What the exercise asks: Check every line below for the string "italic". Copy the ones that have it.

Saved data entries:
• • • • •

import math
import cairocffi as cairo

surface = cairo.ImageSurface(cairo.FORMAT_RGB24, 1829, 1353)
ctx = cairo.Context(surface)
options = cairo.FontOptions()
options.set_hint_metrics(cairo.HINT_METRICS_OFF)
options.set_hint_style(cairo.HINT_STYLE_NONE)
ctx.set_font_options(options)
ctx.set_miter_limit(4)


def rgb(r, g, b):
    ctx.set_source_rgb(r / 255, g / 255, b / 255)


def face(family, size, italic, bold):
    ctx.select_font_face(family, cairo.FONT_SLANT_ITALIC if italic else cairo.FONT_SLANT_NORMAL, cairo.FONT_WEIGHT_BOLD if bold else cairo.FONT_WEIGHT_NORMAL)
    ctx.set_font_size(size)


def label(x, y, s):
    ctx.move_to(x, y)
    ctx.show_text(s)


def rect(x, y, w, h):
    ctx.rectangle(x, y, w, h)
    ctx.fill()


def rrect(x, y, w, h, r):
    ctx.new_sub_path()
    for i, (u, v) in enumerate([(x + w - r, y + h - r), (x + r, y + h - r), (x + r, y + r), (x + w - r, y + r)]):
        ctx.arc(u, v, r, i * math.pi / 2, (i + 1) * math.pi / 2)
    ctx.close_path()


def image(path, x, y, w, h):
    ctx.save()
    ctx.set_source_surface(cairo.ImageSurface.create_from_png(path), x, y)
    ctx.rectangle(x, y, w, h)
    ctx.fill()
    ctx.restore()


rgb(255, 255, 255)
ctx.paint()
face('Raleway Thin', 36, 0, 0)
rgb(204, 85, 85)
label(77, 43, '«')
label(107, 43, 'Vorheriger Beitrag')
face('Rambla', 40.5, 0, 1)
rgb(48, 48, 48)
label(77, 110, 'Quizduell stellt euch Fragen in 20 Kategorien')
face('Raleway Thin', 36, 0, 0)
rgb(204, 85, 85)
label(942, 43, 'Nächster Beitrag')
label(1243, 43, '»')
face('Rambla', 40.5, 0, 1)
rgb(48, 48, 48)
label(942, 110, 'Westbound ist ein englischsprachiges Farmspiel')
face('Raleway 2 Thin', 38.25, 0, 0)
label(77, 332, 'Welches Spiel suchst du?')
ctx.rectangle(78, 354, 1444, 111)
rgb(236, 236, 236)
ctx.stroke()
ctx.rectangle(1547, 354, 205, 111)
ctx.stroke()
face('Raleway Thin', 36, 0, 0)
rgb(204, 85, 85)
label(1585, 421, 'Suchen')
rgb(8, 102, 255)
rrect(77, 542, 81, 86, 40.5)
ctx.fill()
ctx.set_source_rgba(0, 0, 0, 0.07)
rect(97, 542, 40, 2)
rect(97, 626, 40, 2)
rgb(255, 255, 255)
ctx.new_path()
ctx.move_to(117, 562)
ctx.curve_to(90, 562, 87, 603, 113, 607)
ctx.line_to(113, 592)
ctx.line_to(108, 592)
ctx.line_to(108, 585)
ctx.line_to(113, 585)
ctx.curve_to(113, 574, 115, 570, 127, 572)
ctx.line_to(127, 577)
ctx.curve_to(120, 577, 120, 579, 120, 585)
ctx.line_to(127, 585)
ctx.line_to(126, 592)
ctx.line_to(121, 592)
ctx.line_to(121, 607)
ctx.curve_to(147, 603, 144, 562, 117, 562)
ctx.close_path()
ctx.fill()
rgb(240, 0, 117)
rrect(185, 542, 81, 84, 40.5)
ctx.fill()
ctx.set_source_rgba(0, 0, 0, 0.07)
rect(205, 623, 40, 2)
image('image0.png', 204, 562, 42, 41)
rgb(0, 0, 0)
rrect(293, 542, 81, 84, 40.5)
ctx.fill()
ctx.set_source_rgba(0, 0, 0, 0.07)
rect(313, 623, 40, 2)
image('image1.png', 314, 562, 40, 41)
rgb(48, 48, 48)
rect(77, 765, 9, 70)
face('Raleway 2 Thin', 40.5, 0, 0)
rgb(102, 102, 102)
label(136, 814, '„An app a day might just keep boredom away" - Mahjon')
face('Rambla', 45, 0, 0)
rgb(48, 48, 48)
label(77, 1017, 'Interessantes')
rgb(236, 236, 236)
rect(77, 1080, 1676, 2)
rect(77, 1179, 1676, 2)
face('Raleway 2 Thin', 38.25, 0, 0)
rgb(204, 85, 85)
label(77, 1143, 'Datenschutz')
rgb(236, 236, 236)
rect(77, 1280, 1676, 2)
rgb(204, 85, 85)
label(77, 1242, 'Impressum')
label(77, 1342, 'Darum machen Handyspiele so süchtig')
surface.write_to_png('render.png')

• • • • •

Output:
def face(family, size, italic, bold):
    ctx.select_font_face(family, cairo.FONT_SLANT_ITALIC if italic else cairo.FONT_SLANT_NORMAL, cairo.FONT_WEIGHT_BOLD if bold else cairo.FONT_WEIGHT_NORMAL)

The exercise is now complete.